As the earth reacts to man-made climate change, it's not only humans who are feeling the heat -- due to rising sea levels and shifting temperatures, numerous animal species will face extinction, according to a major new report released by the United Nation's Intergovernmental Panel on Climate Change.
Animals have already responded to climate change by altering migratory patterns, population sizes and the areas where they live, the IPCC study notes. Due to warmer and more acidic seawater, for example, fish and other ocean animals have headed for the poles. The U.N. panel estimates this marine migration will result in a 40 to 60 percent decrease in the size of tropical fisheries. And at the same time, polar bears, walruses and other creatures adapted to living in the earth's coldest regions face ever-shrinking habitats.

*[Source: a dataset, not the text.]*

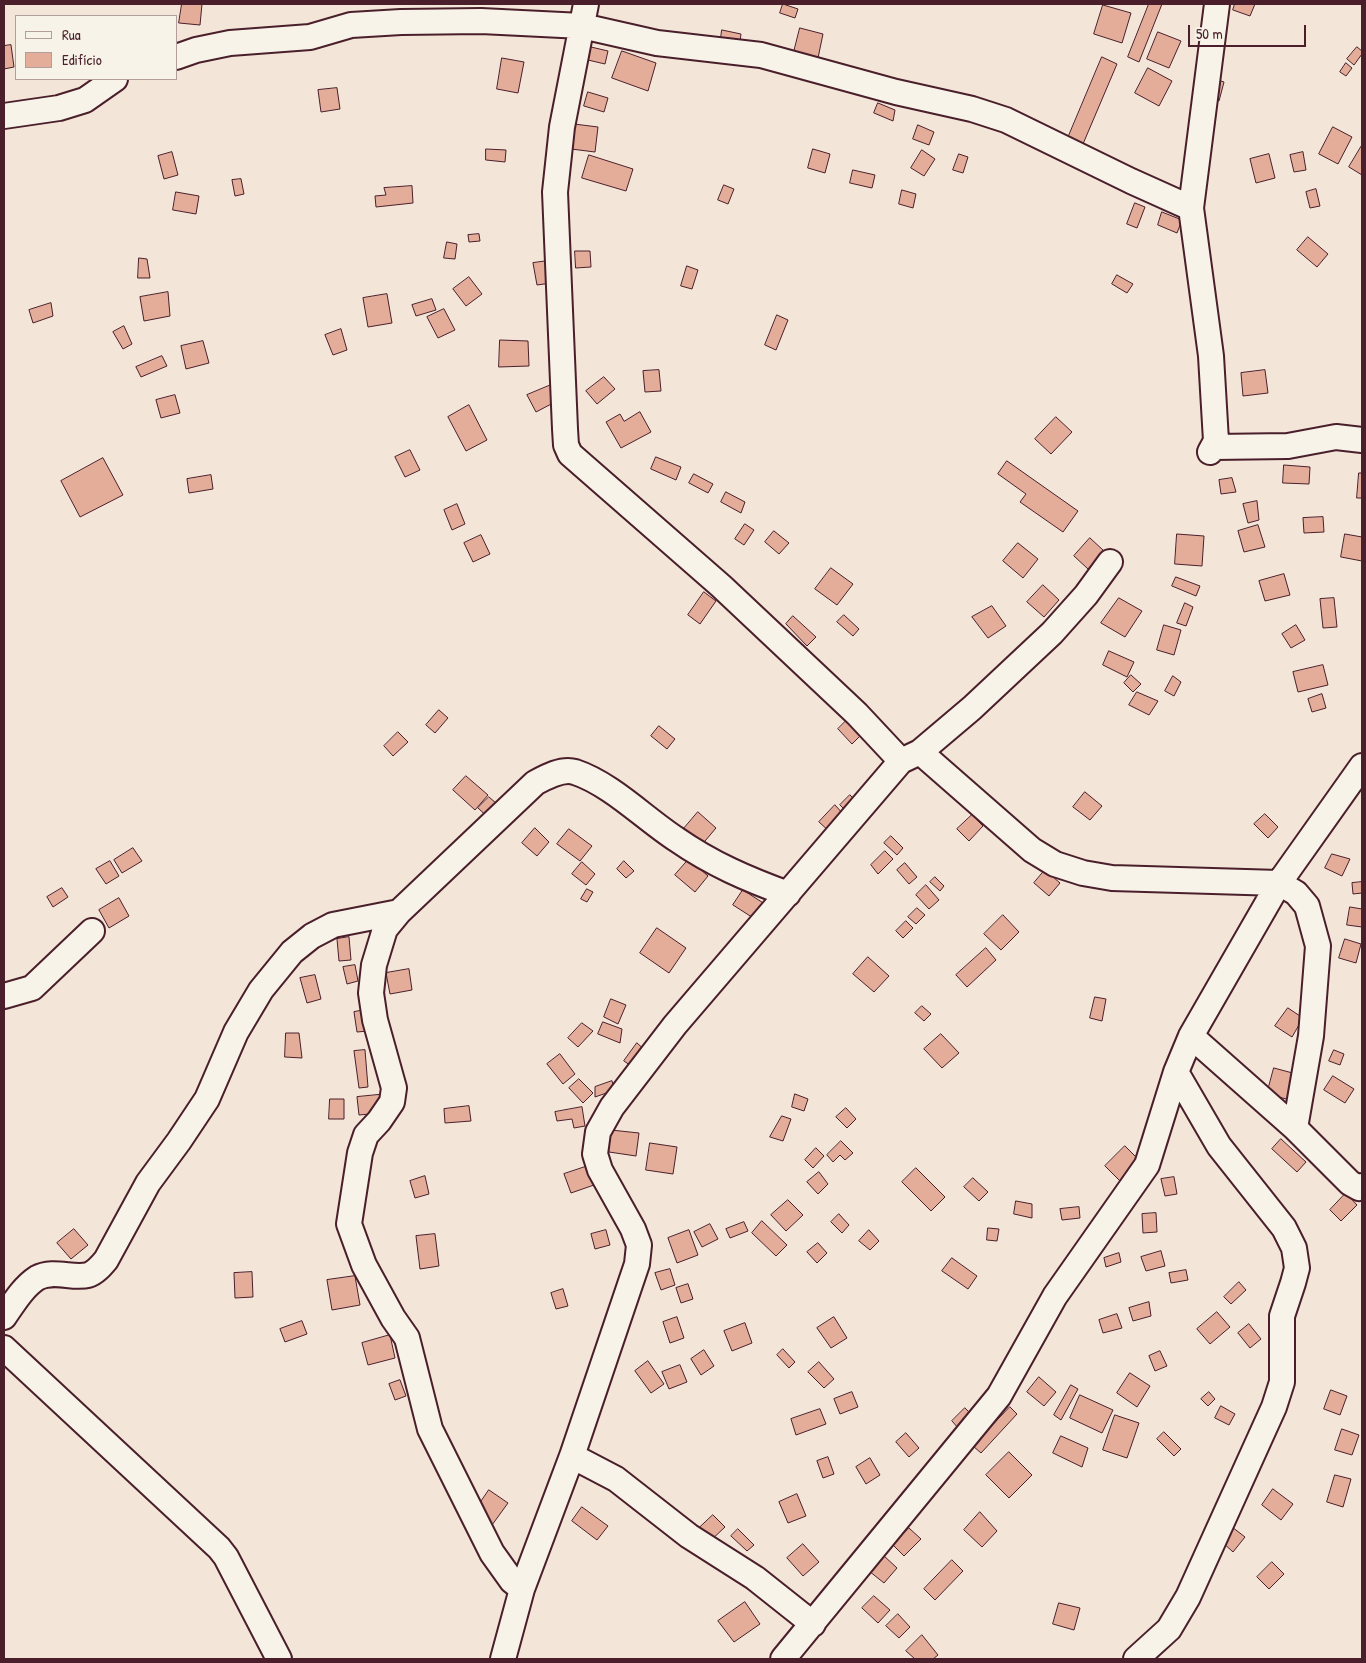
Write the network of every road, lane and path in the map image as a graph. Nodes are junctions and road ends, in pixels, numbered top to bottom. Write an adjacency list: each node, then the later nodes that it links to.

In 1999, the Golden toad went extinct, prompting concern about global warming's role in the survival of animal species. A 2004 study published in the scientific journal Nature estimates that, by 2050, climate change will play a role in the extinction of approximately one-fourth of animal species. A change of a few degrees, according to the recent IPCC report, puts 20 to 30 percent of species at "high risk" of extinction.
"We know the security risks of water scarcity and flooding; widespread land and marine species extinction; and devastated crop yields in some of the poorest nations on earth," said Secretary of State John Kerry, responding to the IPCC. "We can already see the damage it's causing to our ecosystems, wildlife, glaciers, and countless other natural habitats."